_Exercise prompt_
The answer is the full set of records below, transcribed exactly.

Collected data:
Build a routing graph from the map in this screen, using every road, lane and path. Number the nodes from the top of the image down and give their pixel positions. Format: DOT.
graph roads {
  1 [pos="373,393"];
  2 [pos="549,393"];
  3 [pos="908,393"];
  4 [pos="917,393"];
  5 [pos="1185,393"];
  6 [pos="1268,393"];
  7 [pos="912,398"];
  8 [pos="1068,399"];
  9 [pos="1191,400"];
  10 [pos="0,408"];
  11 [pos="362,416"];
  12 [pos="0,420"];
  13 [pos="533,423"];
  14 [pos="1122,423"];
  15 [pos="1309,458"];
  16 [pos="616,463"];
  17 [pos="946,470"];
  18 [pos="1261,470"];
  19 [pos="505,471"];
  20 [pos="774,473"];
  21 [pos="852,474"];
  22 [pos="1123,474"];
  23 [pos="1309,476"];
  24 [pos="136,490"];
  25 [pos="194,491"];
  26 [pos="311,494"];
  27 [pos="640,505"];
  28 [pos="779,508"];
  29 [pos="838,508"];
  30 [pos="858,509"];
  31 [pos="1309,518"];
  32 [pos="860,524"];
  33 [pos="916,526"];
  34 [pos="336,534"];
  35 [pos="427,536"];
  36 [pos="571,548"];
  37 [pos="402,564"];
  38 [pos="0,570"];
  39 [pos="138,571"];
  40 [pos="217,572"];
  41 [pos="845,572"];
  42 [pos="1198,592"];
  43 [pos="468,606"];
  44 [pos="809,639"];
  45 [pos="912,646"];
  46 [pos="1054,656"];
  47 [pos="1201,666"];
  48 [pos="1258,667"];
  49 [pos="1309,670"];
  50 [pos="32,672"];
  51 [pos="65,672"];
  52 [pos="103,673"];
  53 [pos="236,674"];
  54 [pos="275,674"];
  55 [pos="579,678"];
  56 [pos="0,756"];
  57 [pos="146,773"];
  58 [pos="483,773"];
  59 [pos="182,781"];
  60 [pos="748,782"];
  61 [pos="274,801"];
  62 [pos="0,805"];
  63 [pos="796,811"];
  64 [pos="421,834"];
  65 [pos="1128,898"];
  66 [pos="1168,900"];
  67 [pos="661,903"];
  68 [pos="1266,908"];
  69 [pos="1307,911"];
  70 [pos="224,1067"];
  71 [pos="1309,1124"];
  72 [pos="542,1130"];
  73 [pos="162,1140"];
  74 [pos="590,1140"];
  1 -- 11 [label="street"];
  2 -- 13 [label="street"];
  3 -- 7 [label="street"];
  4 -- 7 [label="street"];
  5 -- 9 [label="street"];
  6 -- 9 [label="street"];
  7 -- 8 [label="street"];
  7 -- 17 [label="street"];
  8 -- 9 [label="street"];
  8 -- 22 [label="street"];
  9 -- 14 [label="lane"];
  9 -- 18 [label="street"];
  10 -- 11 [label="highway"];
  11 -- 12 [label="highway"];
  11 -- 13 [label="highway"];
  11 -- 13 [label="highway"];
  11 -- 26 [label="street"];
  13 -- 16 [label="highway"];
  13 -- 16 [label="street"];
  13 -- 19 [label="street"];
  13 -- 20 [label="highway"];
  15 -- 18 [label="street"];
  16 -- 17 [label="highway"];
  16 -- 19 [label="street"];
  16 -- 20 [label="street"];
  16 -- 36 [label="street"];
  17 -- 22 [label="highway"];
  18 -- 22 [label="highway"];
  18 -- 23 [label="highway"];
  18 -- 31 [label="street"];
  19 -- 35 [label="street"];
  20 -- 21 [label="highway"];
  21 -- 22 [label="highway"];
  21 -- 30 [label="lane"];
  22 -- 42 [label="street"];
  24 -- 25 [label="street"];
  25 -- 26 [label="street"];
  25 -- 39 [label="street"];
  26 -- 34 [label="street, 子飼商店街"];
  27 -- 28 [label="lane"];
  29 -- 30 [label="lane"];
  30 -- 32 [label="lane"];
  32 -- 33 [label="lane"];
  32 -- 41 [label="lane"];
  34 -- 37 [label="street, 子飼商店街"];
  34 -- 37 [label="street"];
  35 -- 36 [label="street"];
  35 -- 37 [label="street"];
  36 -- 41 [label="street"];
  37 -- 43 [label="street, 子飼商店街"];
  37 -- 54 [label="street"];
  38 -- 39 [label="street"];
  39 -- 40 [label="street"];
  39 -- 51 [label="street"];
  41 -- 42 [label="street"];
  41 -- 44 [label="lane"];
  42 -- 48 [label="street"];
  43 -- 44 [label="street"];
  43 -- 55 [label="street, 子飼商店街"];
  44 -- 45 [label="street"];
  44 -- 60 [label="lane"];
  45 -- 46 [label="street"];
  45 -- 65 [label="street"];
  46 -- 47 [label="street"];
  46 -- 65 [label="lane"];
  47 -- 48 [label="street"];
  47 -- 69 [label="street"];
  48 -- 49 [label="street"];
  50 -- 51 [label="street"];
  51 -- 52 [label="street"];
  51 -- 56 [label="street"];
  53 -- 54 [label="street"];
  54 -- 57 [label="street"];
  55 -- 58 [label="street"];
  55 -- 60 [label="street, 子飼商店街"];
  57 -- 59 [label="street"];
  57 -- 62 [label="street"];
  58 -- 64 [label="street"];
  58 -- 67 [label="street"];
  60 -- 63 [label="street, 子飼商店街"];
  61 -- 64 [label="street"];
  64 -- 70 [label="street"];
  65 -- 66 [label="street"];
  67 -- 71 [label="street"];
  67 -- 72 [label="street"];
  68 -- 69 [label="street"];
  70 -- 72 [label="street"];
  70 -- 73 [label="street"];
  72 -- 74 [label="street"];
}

_Reply to the exercise_
Build a routing graph from the map in this screen, using every road, lane and path. Number the nodes from the top of the image down and give their pixel positions. Format: DOT.
graph roads {
  1 [pos="373,393"];
  2 [pos="549,393"];
  3 [pos="908,393"];
  4 [pos="917,393"];
  5 [pos="1185,393"];
  6 [pos="1268,393"];
  7 [pos="912,398"];
  8 [pos="1068,399"];
  9 [pos="1191,400"];
  10 [pos="0,408"];
  11 [pos="362,416"];
  12 [pos="0,420"];
  13 [pos="533,423"];
  14 [pos="1122,423"];
  15 [pos="1309,458"];
  16 [pos="616,463"];
  17 [pos="946,470"];
  18 [pos="1261,470"];
  19 [pos="505,471"];
  20 [pos="774,473"];
  21 [pos="852,474"];
  22 [pos="1123,474"];
  23 [pos="1309,476"];
  24 [pos="136,490"];
  25 [pos="194,491"];
  26 [pos="311,494"];
  27 [pos="640,505"];
  28 [pos="779,508"];
  29 [pos="838,508"];
  30 [pos="858,509"];
  31 [pos="1309,518"];
  32 [pos="860,524"];
  33 [pos="916,526"];
  34 [pos="336,534"];
  35 [pos="427,536"];
  36 [pos="571,548"];
  37 [pos="402,564"];
  38 [pos="0,570"];
  39 [pos="138,571"];
  40 [pos="217,572"];
  41 [pos="845,572"];
  42 [pos="1198,592"];
  43 [pos="468,606"];
  44 [pos="809,639"];
  45 [pos="912,646"];
  46 [pos="1054,656"];
  47 [pos="1201,666"];
  48 [pos="1258,667"];
  49 [pos="1309,670"];
  50 [pos="32,672"];
  51 [pos="65,672"];
  52 [pos="103,673"];
  53 [pos="236,674"];
  54 [pos="275,674"];
  55 [pos="579,678"];
  56 [pos="0,756"];
  57 [pos="146,773"];
  58 [pos="483,773"];
  59 [pos="182,781"];
  60 [pos="748,782"];
  61 [pos="274,801"];
  62 [pos="0,805"];
  63 [pos="796,811"];
  64 [pos="421,834"];
  65 [pos="1128,898"];
  66 [pos="1168,900"];
  67 [pos="661,903"];
  68 [pos="1266,908"];
  69 [pos="1307,911"];
  70 [pos="224,1067"];
  71 [pos="1309,1124"];
  72 [pos="542,1130"];
  73 [pos="162,1140"];
  74 [pos="590,1140"];
  1 -- 11 [label="street"];
  2 -- 13 [label="street"];
  3 -- 7 [label="street"];
  4 -- 7 [label="street"];
  5 -- 9 [label="street"];
  6 -- 9 [label="street"];
  7 -- 8 [label="street"];
  7 -- 17 [label="street"];
  8 -- 9 [label="street"];
  8 -- 22 [label="street"];
  9 -- 14 [label="lane"];
  9 -- 18 [label="street"];
  10 -- 11 [label="highway"];
  11 -- 12 [label="highway"];
  11 -- 13 [label="highway"];
  11 -- 13 [label="highway"];
  11 -- 26 [label="street"];
  13 -- 16 [label="highway"];
  13 -- 16 [label="street"];
  13 -- 19 [label="street"];
  13 -- 20 [label="highway"];
  15 -- 18 [label="street"];
  16 -- 17 [label="highway"];
  16 -- 19 [label="street"];
  16 -- 20 [label="street"];
  16 -- 36 [label="street"];
  17 -- 22 [label="highway"];
  18 -- 22 [label="highway"];
  18 -- 23 [label="highway"];
  18 -- 31 [label="street"];
  19 -- 35 [label="street"];
  20 -- 21 [label="highway"];
  21 -- 22 [label="highway"];
  21 -- 30 [label="lane"];
  22 -- 42 [label="street"];
  24 -- 25 [label="street"];
  25 -- 26 [label="street"];
  25 -- 39 [label="street"];
  26 -- 34 [label="street, 子飼商店街"];
  27 -- 28 [label="lane"];
  29 -- 30 [label="lane"];
  30 -- 32 [label="lane"];
  32 -- 33 [label="lane"];
  32 -- 41 [label="lane"];
  34 -- 37 [label="street, 子飼商店街"];
  34 -- 37 [label="street"];
  35 -- 36 [label="street"];
  35 -- 37 [label="street"];
  36 -- 41 [label="street"];
  37 -- 43 [label="street, 子飼商店街"];
  37 -- 54 [label="street"];
  38 -- 39 [label="street"];
  39 -- 40 [label="street"];
  39 -- 51 [label="street"];
  41 -- 42 [label="street"];
  41 -- 44 [label="lane"];
  42 -- 48 [label="street"];
  43 -- 44 [label="street"];
  43 -- 55 [label="street, 子飼商店街"];
  44 -- 45 [label="street"];
  44 -- 60 [label="lane"];
  45 -- 46 [label="street"];
  45 -- 65 [label="street"];
  46 -- 47 [label="street"];
  46 -- 65 [label="lane"];
  47 -- 48 [label="street"];
  47 -- 69 [label="street"];
  48 -- 49 [label="street"];
  50 -- 51 [label="street"];
  51 -- 52 [label="street"];
  51 -- 56 [label="street"];
  53 -- 54 [label="street"];
  54 -- 57 [label="street"];
  55 -- 58 [label="street"];
  55 -- 60 [label="street, 子飼商店街"];
  57 -- 59 [label="street"];
  57 -- 62 [label="street"];
  58 -- 64 [label="street"];
  58 -- 67 [label="street"];
  60 -- 63 [label="street, 子飼商店街"];
  61 -- 64 [label="street"];
  64 -- 70 [label="street"];
  65 -- 66 [label="street"];
  67 -- 71 [label="street"];
  67 -- 72 [label="street"];
  68 -- 69 [label="street"];
  70 -- 72 [label="street"];
  70 -- 73 [label="street"];
  72 -- 74 [label="street"];
}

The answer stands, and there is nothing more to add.